Blog : Cannes, jour 1. Tournée de bienvenue.

Arrivée à Cannes. "Robin des Bois" de Ridley Scott. Tournée de Mathieu Amalric. CC

 Cette année, plus encore que l’année dernière, on a décidé de ne pas chômer. Arrivée, récupération du badge et direction les salles pour voir des films, des films et encore des films. Manière de se motiver face à une sélection qui, sur le papier, a un peu moins de punch que l’an dernier, même si les Sud-coréens en compétition, les Roumains à "Un certain regard" et quelques noms prestigieux (Kitano, Loach, repêché à la dernière minute, Trapero ou Jia Zhang-Ke) sont des motifs suffisants pour se lever le matin et commencer du bon pied le marathon de la journée.

Pour ne brusquer aucun festivalier, Cannes a décidé de démarrer avec un film déjà en salles au moment de sa projection officielle et qui, c’est le moins qu’on puisse dire, n’épuise pas vraiment les neurones. On a souvent défendu Ridley Scott dans nos colonnes, notamment quand il touchait les sommets avec "Gladiator" el La" Chute du faucon noir", mais aussi pour des œuvres plus mineures comme "American Gangster", "Hannibal" ou même "Une bonne année". Mais là, il est évident que l’ami Ridley devrait mettre le frein sur sa boulimie créative. "Robin des bois" a tout de la mauvaise idée inspirée par les récentes tentatives (réussies, elles) de dépoussiérer de grands récits mythologiques, du "Seigneur des anneaux" à "The Dark knight"… Le film ressemble à un long prologue racontant comment Robin Longstride, simple archer ayant épaulé Richard cœur de lion dans ses croisades et ses batailles contre les envahisseurs français, devient Robin des bois, brigand célèbre en lutte contre le fourbe Roi Jean. Ça ne part pas trop mal avec une séquence de siège assez spectaculaire, et une plaisante façon de poser tous les futurs "sparring partners" de Robin dans des scènes de comédie bon enfant. En revanche, le film se grille totalement dès qu’il veut poser un contexte politico-historique, multipliant des personnages mal développés (surtout côté français) pour finalement les rabattre sur leur archétype initial. Mais rien ne prépare au désastre des quarante dernières minutes… Les scènes d’action sont expédiées à la va comme-je-te-pousse ou illisibles à force de surdécoupage, les climax dramatiques sont résolus en une réplique lapidaire, mais surtout, surtout, Scott se lance dans une scène de débarquement qui mixe le "Soldat Ryan" et "Le Seigneur des anneaux" dans un pataquès visuel et historique au bas mot grotesque. "Robin des bois" frôle même parfois la série Z de luxe, quand Cate Blanchett débarque en armure ou quand un ralenti sonore transforme Russell Crowe en monstre marin surgissant des profondeurs. Ricanements garantis !
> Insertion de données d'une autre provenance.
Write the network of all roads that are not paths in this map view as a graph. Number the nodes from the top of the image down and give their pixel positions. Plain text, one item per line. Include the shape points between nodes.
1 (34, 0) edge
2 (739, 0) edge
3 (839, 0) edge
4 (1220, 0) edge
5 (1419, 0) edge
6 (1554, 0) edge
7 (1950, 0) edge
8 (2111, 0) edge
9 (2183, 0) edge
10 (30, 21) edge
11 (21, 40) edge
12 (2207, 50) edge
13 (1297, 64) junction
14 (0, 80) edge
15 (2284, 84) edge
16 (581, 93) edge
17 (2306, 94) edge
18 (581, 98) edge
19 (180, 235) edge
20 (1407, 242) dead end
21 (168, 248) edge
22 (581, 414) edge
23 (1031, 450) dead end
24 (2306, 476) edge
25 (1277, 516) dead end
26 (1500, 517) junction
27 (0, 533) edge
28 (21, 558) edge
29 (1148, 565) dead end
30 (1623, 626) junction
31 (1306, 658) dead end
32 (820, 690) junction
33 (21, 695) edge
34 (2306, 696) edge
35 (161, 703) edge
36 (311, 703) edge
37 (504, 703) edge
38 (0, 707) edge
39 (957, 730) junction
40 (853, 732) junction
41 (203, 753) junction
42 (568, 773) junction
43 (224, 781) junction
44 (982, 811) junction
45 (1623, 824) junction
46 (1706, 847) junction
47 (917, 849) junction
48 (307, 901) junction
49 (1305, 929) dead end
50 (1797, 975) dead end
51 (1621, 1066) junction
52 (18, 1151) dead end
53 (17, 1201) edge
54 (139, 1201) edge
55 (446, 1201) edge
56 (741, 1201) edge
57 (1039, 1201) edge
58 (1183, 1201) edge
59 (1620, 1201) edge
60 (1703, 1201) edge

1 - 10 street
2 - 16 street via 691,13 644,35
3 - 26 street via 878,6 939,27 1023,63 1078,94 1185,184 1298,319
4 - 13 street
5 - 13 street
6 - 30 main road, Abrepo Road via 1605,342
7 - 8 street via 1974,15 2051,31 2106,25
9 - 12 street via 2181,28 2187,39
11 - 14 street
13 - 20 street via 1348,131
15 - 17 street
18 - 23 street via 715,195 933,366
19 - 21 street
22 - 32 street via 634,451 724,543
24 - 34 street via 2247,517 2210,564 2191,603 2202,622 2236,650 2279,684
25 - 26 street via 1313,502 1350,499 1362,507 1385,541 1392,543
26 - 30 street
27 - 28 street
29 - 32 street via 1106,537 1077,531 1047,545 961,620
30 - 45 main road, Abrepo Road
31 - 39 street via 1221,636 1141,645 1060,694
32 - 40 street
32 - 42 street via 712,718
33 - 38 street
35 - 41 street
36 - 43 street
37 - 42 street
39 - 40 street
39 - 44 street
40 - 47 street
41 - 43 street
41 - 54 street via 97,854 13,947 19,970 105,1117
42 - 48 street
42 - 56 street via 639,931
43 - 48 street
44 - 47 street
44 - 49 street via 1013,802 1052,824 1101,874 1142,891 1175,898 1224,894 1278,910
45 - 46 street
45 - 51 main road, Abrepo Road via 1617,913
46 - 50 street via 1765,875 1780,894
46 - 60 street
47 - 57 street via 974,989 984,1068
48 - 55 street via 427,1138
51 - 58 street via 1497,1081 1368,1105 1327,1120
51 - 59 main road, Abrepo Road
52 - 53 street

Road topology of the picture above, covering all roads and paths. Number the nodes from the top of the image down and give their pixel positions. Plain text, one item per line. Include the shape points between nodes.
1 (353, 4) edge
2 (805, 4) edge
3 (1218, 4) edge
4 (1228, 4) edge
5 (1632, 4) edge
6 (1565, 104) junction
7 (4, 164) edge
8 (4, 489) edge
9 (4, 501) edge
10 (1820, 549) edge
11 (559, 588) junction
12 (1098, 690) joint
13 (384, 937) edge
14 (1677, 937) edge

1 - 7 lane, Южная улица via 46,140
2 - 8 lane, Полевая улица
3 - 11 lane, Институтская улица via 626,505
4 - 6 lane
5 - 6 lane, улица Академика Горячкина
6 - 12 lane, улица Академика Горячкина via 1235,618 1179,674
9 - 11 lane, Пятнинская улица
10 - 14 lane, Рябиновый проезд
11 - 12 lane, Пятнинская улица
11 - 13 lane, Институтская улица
Après ça, changement radical avec le premier film de la compétition : "Tournée" de Mathieu Amalric. Jusqu’ici, Amalric cinéaste n’avait pas convaincu : Mange ta soupe était léger, et Le Stade de Wimbledon chiantissime à force d’auteurisme forcené. Autant dire que Tournée est une sacrée surprise. Amalric y incarne Joachim, ancien producteur télé devenu un "has been" qui essaye de se remettre en selle en accompagnant la tournée française d’une troupe d’artistes de new-burlesque venus d’Amérique. Joachim n’est pas un raté, c’est un maestro du ratage, qui a salopé sa vie et a réussi à foutre par terre sa carrière, son mariage et sa relation avec ses enfants. Cette petite communauté lancée sur les routes de province est pour ce «connard» une dernière chance de se prouver à lui-même qu’il peut encore avoir une place sociale. Si l’horizon du film est mélancolique et doux-amer, "Tournée" est une vraie comédie, toujours drôle même dans ses pointes de noirceur, et surtout parcouru d’une force de vie qui doit beaucoup à la mise en scène d’Amalric. Quelque part entre Jacques Rozier et le Hou Hsiao Hsien de Goodbye south goodbye, l’action se déplace à l’intérieur du cadre de son premier à son arrière-plan, jusqu’à ce que les deux finissent par interagir (voir la scène géniale où pendant que la troupe s’échauffe sur scène, deux techniciens jouent au badminton dans la salle, pendant que Joachim passe du rôle de metteur en scène à celui d’arbitre !). L’émotion naît aussi de la formidable vérité qui se dégage de ses actrices, dans leur propre rôle mais pas seulement, affichant leur corps avec impudeur, gardant leur pudeur pour leur âme. Curieusement, c’est avec ce film simple, direct et évident qu’Amalric semble être enfin devenu vraiment cinéaste, sans forcer la note comme il le faisait jusqu’alors mais en touchant à chaque scène une joie de filmer et une justesse de ton remarquable.